A recent civil trial in San Francisco concluded with a significant setback for Elon Musk, as he was found liable for defrauding shareholders. The core accusation centered on allegations that Musk orchestrated a deliberate drop in Twitter’s stock prices, aiming to secure a more favorable position for his 2022 acquisition of the social media platform, a deal ultimately valued at $44 billion.
Musk’s alleged method was relatively straightforward. He publicly claimed on various social media platforms that Twitter had been dishonest about the actual number of fake accounts, including those created solely for spamming, present on its platform. He suggested that official reports significantly underestimated these figures. Prosecutors argued this was done with the intent to harm the stock’s value, based on the principle that fewer genuine users equate to lower company valuation.

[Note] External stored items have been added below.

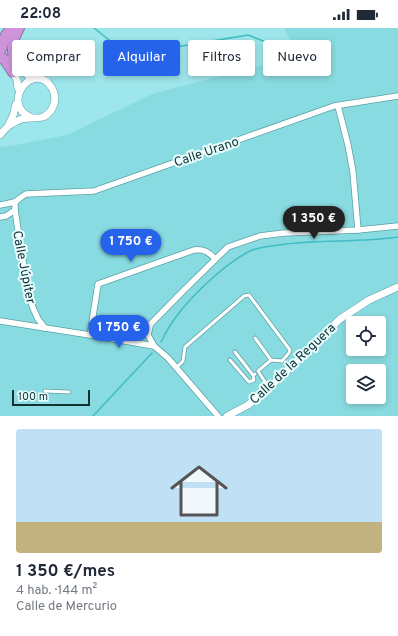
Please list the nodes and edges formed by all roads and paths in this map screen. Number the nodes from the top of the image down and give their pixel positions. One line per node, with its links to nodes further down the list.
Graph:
1 (12, 28): 4 (highway)
2 (19, 28): 3 (highway)
3 (14, 40)
4 (2, 52): 5 (highway)
5 (12, 66)
6 (16, 76): 9 (street)
7 (27, 76): 8 (street)
8 (32, 79): 9 (street); 13 (street)
9 (18, 88): 11 (street)
10 (398, 96): 12 (street, Calle Urano)
11 (16, 104): 13 (street); 14 (street)
12 (338, 106): 15 (street, Calle Urano); 20 (street)
13 (30, 117): 14 (street)
14 (3, 130)
15 (16, 202): 16 (street, Calle Urano); 17 (street, Calle Júpiter)
16 (0, 204)
17 (14, 210): 18 (street); 25 (street, Calle Júpiter)
18 (0, 217)
19 (398, 226): 20 (street)
20 (358, 230): 21 (street)
21 (215, 259): 24 (street); 26 (street)
22 (398, 287): 36 (street, Calle de la Reguera)
23 (0, 321): 25 (street)
24 (150, 325): 28 (street); 29 (street)
25 (45, 328): 26 (street)
26 (90, 335): 28 (street)
27 (255, 338): 32 (lane)
28 (133, 342): 29 (street)
29 (154, 346): 33 (street)
30 (235, 352): 35 (lane)
31 (230, 360): 35 (lane)
32 (271, 360): 33 (lane); 34 (lane)
33 (176, 368): 39 (street)
34 (258, 371): 35 (lane); 36 (lane)
35 (253, 375)
36 (269, 388): 40 (street, Calle de la Reguera)
37 (45, 391): 38 (lane)
38 (68, 392)
39 (218, 416)
40 (227, 416)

According to reports, Francis Bottini, the attorney representing the shareholders, stated that the estimated damages amount to $2.5 billion. Bottini emphasized that, as the world’s wealthiest individual, a simple tweet from Musk possesses the power to directly influence financial markets. He argued that Musk must therefore be held accountable for the financial harm he caused to Twitter’s investors. Musk’s legal team has already announced their intention to appeal the verdict.
This outcome contrasts with Musk’s generally successful track record in recent lawsuits. Notably, he prevailed in a fraud case related to securing funding for Tesla in 2023 and also won a case concerning his own compensation just last year. The current lawsuit stemmed from three specific public statements Musk made regarding Twitter’s pervasive bot issue. One of these statements has since been removed, while the other two pertained to the quantity of bot accounts, with the most prominent claim suggesting that the number of bot accounts could be significantly higher than 20% of Twitter’s user base. The trial itself spanned approximately three weeks.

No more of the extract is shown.